§ **Task details**
The response should be the records below, repeated exactly, with each picture left out.

[Dataset entries]
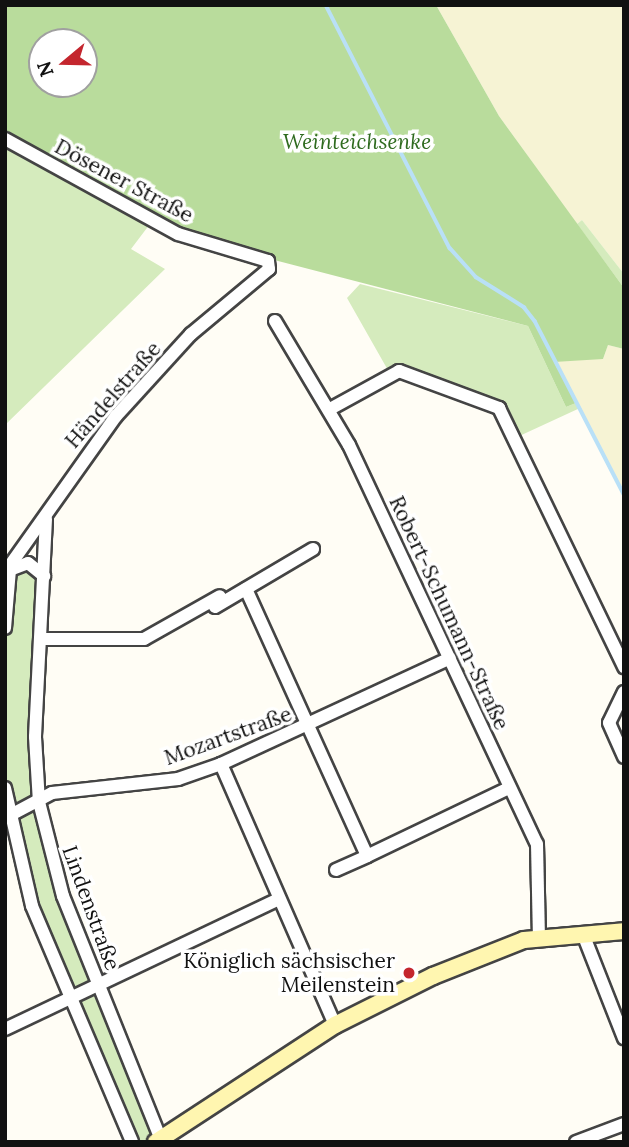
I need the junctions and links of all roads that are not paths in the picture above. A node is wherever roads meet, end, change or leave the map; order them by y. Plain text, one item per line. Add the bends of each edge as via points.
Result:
1 (5, 139) edge
2 (268, 261) joint
3 (275, 321) dead end
4 (330, 409) junction
5 (46, 519) junction
6 (313, 549) dead end
7 (8, 571) edge
8 (44, 576) junction
9 (246, 589) junction
10 (5, 628) edge
11 (40, 639) junction
12 (450, 658) junction
13 (624, 667) edge
14 (624, 692) edge
15 (308, 727) junction
16 (624, 757) edge
17 (220, 764) junction
18 (5, 788) edge
19 (509, 788) junction
20 (39, 802) junction
21 (7, 817) edge
22 (367, 856) junction
23 (336, 870) dead end
24 (279, 899) junction
25 (624, 931) edge
26 (583, 934) junction
27 (539, 937) junction
28 (98, 985) junction
29 (70, 998) junction
30 (335, 1025) junction
31 (5, 1029) edge
32 (624, 1038) edge
33 (624, 1124) edge
34 (160, 1140) edge
35 (132, 1142) edge
36 (576, 1142) edge

1 - 2 street, Dösener Straße via 178,234
2 - 5 street, Händelstraße via 257,281 191,334 116,416 71,473
3 - 4 street, Robert-Schumann-Straße
4 - 12 street, Robert-Schumann-Straße
4 - 13 street via 398,371 499,408
5 - 7 street, Händelstraße
5 - 8 street, Lindenstraße
6 - 9 street
7 - 8 street via 28,563
7 - 10 street
8 - 11 street, Lindenstraße
9 - 11 street via 144,639
9 - 15 street, Mozartstraße
11 - 20 street, Lindenstraße
12 - 15 street, Mozartstraße
12 - 19 street, Robert-Schumann-Straße
14 - 16 street via 609,723
15 - 17 street, Mozartstraße
15 - 22 street via 336,775
17 - 20 street, Mozartstraße via 178,779 52,793
17 - 24 street
18 - 21 street
19 - 22 street
19 - 27 street, Robert-Schumann-Straße via 540,852
20 - 21 street, Mozartstraße
20 - 28 street, Lindenstraße via 63,896
21 - 29 street via 32,906
22 - 23 street
24 - 28 street
24 - 30 street
25 - 26 main road
26 - 27 main road
26 - 32 street
27 - 30 main road via 488,953
28 - 29 street
28 - 34 street, Lindenstraße
29 - 31 street
29 - 35 street
30 - 34 main road
33 - 36 street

§ **Task result**
I need the junctions and links of all roads that are not paths in the picture above. A node is wherever roads meet, end, change or leave the map; order them by y. Plain text, one item per line. Add the bends of each edge as via points.
Result:
1 (5, 139) edge
2 (268, 261) joint
3 (275, 321) dead end
4 (330, 409) junction
5 (46, 519) junction
6 (313, 549) dead end
7 (8, 571) edge
8 (44, 576) junction
9 (246, 589) junction
10 (5, 628) edge
11 (40, 639) junction
12 (450, 658) junction
13 (624, 667) edge
14 (624, 692) edge
15 (308, 727) junction
16 (624, 757) edge
17 (220, 764) junction
18 (5, 788) edge
19 (509, 788) junction
20 (39, 802) junction
21 (7, 817) edge
22 (367, 856) junction
23 (336, 870) dead end
24 (279, 899) junction
25 (624, 931) edge
26 (583, 934) junction
27 (539, 937) junction
28 (98, 985) junction
29 (70, 998) junction
30 (335, 1025) junction
31 (5, 1029) edge
32 (624, 1038) edge
33 (624, 1124) edge
34 (160, 1140) edge
35 (132, 1142) edge
36 (576, 1142) edge

1 - 2 street, Dösener Straße via 178,234
2 - 5 street, Händelstraße via 257,281 191,334 116,416 71,473
3 - 4 street, Robert-Schumann-Straße
4 - 12 street, Robert-Schumann-Straße
4 - 13 street via 398,371 499,408
5 - 7 street, Händelstraße
5 - 8 street, Lindenstraße
6 - 9 street
7 - 8 street via 28,563
7 - 10 street
8 - 11 street, Lindenstraße
9 - 11 street via 144,639
9 - 15 street, Mozartstraße
11 - 20 street, Lindenstraße
12 - 15 street, Mozartstraße
12 - 19 street, Robert-Schumann-Straße
14 - 16 street via 609,723
15 - 17 street, Mozartstraße
15 - 22 street via 336,775
17 - 20 street, Mozartstraße via 178,779 52,793
17 - 24 street
18 - 21 street
19 - 22 street
19 - 27 street, Robert-Schumann-Straße via 540,852
20 - 21 street, Mozartstraße
20 - 28 street, Lindenstraße via 63,896
21 - 29 street via 32,906
22 - 23 street
24 - 28 street
24 - 30 street
25 - 26 main road
26 - 27 main road
26 - 32 street
27 - 30 main road via 488,953
28 - 29 street
28 - 34 street, Lindenstraße
29 - 31 street
29 - 35 street
30 - 34 main road
33 - 36 street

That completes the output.